Problem description :: The lines below must be transcribed exactly as given, with the images removed.

Data records ::
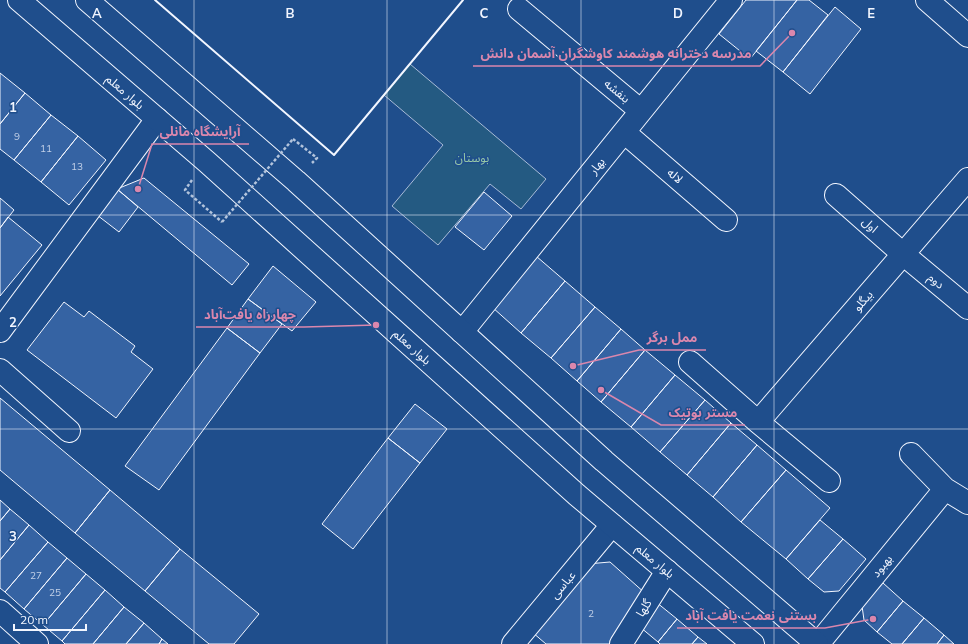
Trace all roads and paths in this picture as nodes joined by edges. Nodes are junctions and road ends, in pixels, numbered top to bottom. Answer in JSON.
{"nodes":[{"id":1,"x":18,"y":0,"type":"edge"},
{"id":2,"x":87,"y":0,"type":"edge"},
{"id":3,"x":731,"y":0,"type":"edge"},
{"id":4,"x":927,"y":0,"type":"edge"},
{"id":5,"x":519,"y":9,"type":"dead end"},
{"id":6,"x":968,"y":36,"type":"edge"},
{"id":7,"x":641,"y":111,"type":"junction"},
{"id":8,"x":157,"y":119,"type":"junction"},
{"id":9,"x":624,"y":132,"type":"junction"},
{"id":10,"x":317,"y":158,"type":"dead end"},
{"id":11,"x":968,"y":179,"type":"edge"},
{"id":12,"x":185,"y":190,"type":"dead end"},
{"id":13,"x":836,"y":195,"type":"dead end"},
{"id":14,"x":726,"y":220,"type":"dead end"},
{"id":15,"x":903,"y":254,"type":"junction"},
{"id":16,"x":968,"y":308,"type":"edge"},
{"id":17,"x":0,"y":331,"type":"edge"},
{"id":18,"x":462,"y":332,"type":"junction"},
{"id":19,"x":690,"y":362,"type":"dead end"},
{"id":20,"x":0,"y":370,"type":"edge"},
{"id":21,"x":758,"y":422,"type":"junction"},
{"id":22,"x":69,"y":431,"type":"dead end"},
{"id":23,"x":911,"y":454,"type":"dead end"},
{"id":24,"x":829,"y":481,"type":"dead end"},
{"id":25,"x":945,"y":489,"type":"junction"},
{"id":26,"x":968,"y":503,"type":"edge"},
{"id":27,"x":612,"y":525,"type":"junction"},
{"id":28,"x":667,"y":571,"type":"junction"},
{"id":29,"x":0,"y":611,"type":"edge"},
{"id":30,"x":37,"y":644,"type":"edge"},
{"id":31,"x":513,"y":644,"type":"edge"},
{"id":32,"x":622,"y":644,"type":"edge"},
{"id":33,"x":753,"y":644,"type":"edge"},
{"id":34,"x":818,"y":644,"type":"edge"}],
"edges":[{"from":1,"to":8,"type":"street","name":"بلوار معلم"},
{"from":2,"to":18,"type":"street"},
{"from":3,"to":7,"type":"street","name":"بهار"},
{"from":4,"to":6,"type":"street"},
{"from":5,"to":7,"type":"street","name":"بنفشه"},
{"from":7,"to":9,"type":"street","name":"بهار"},
{"from":8,"to":17,"type":"street"},
{"from":8,"to":27,"type":"street","name":"بلوار معلم"},
{"from":9,"to":14,"type":"street","name":"لاله"},
{"from":9,"to":18,"type":"street","name":"بهار"},
{"from":10,"to":12,"type":"path","bridge":true},
{"from":11,"to":15,"type":"street","name":"بیگلو"},
{"from":13,"to":15,"type":"street","name":"اول"},
{"from":15,"to":16,"type":"street","name":"دوم"},
{"from":15,"to":21,"type":"street","name":"بیگلو"},
{"from":18,"to":34,"type":"street"},
{"from":19,"to":21,"type":"street"},
{"from":20,"to":22,"type":"street"},
{"from":21,"to":24,"type":"street"},
{"from":23,"to":25,"type":"street"},
{"from":25,"to":26,"type":"street"},
{"from":25,"to":34,"type":"street","name":"بهبود"},
{"from":27,"to":28,"type":"street","name":"بلوار معلم"},
{"from":27,"to":31,"type":"street","name":"عباسی"},
{"from":28,"to":32,"type":"street","name":"گلها"},
{"from":28,"to":33,"type":"street","name":"بلوار معلم"},
{"from":29,"to":30,"type":"street"}]}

Completed exercise ::
Trace all roads and paths in this picture as nodes joined by edges. Nodes are junctions and road ends, in pixels, numbered top to bottom. Answer in JSON.
{"nodes":[{"id":1,"x":18,"y":0,"type":"edge"},
{"id":2,"x":87,"y":0,"type":"edge"},
{"id":3,"x":731,"y":0,"type":"edge"},
{"id":4,"x":927,"y":0,"type":"edge"},
{"id":5,"x":519,"y":9,"type":"dead end"},
{"id":6,"x":968,"y":36,"type":"edge"},
{"id":7,"x":641,"y":111,"type":"junction"},
{"id":8,"x":157,"y":119,"type":"junction"},
{"id":9,"x":624,"y":132,"type":"junction"},
{"id":10,"x":317,"y":158,"type":"dead end"},
{"id":11,"x":968,"y":179,"type":"edge"},
{"id":12,"x":185,"y":190,"type":"dead end"},
{"id":13,"x":836,"y":195,"type":"dead end"},
{"id":14,"x":726,"y":220,"type":"dead end"},
{"id":15,"x":903,"y":254,"type":"junction"},
{"id":16,"x":968,"y":308,"type":"edge"},
{"id":17,"x":0,"y":331,"type":"edge"},
{"id":18,"x":462,"y":332,"type":"junction"},
{"id":19,"x":690,"y":362,"type":"dead end"},
{"id":20,"x":0,"y":370,"type":"edge"},
{"id":21,"x":758,"y":422,"type":"junction"},
{"id":22,"x":69,"y":431,"type":"dead end"},
{"id":23,"x":911,"y":454,"type":"dead end"},
{"id":24,"x":829,"y":481,"type":"dead end"},
{"id":25,"x":945,"y":489,"type":"junction"},
{"id":26,"x":968,"y":503,"type":"edge"},
{"id":27,"x":612,"y":525,"type":"junction"},
{"id":28,"x":667,"y":571,"type":"junction"},
{"id":29,"x":0,"y":611,"type":"edge"},
{"id":30,"x":37,"y":644,"type":"edge"},
{"id":31,"x":513,"y":644,"type":"edge"},
{"id":32,"x":622,"y":644,"type":"edge"},
{"id":33,"x":753,"y":644,"type":"edge"},
{"id":34,"x":818,"y":644,"type":"edge"}],
"edges":[{"from":1,"to":8,"type":"street","name":"بلوار معلم"},
{"from":2,"to":18,"type":"street"},
{"from":3,"to":7,"type":"street","name":"بهار"},
{"from":4,"to":6,"type":"street"},
{"from":5,"to":7,"type":"street","name":"بنفشه"},
{"from":7,"to":9,"type":"street","name":"بهار"},
{"from":8,"to":17,"type":"street"},
{"from":8,"to":27,"type":"street","name":"بلوار معلم"},
{"from":9,"to":14,"type":"street","name":"لاله"},
{"from":9,"to":18,"type":"street","name":"بهار"},
{"from":10,"to":12,"type":"path","bridge":true},
{"from":11,"to":15,"type":"street","name":"بیگلو"},
{"from":13,"to":15,"type":"street","name":"اول"},
{"from":15,"to":16,"type":"street","name":"دوم"},
{"from":15,"to":21,"type":"street","name":"بیگلو"},
{"from":18,"to":34,"type":"street"},
{"from":19,"to":21,"type":"street"},
{"from":20,"to":22,"type":"street"},
{"from":21,"to":24,"type":"street"},
{"from":23,"to":25,"type":"street"},
{"from":25,"to":26,"type":"street"},
{"from":25,"to":34,"type":"street","name":"بهبود"},
{"from":27,"to":28,"type":"street","name":"بلوار معلم"},
{"from":27,"to":31,"type":"street","name":"عباسی"},
{"from":28,"to":32,"type":"street","name":"گلها"},
{"from":28,"to":33,"type":"street","name":"بلوار معلم"},
{"from":29,"to":30,"type":"street"}]}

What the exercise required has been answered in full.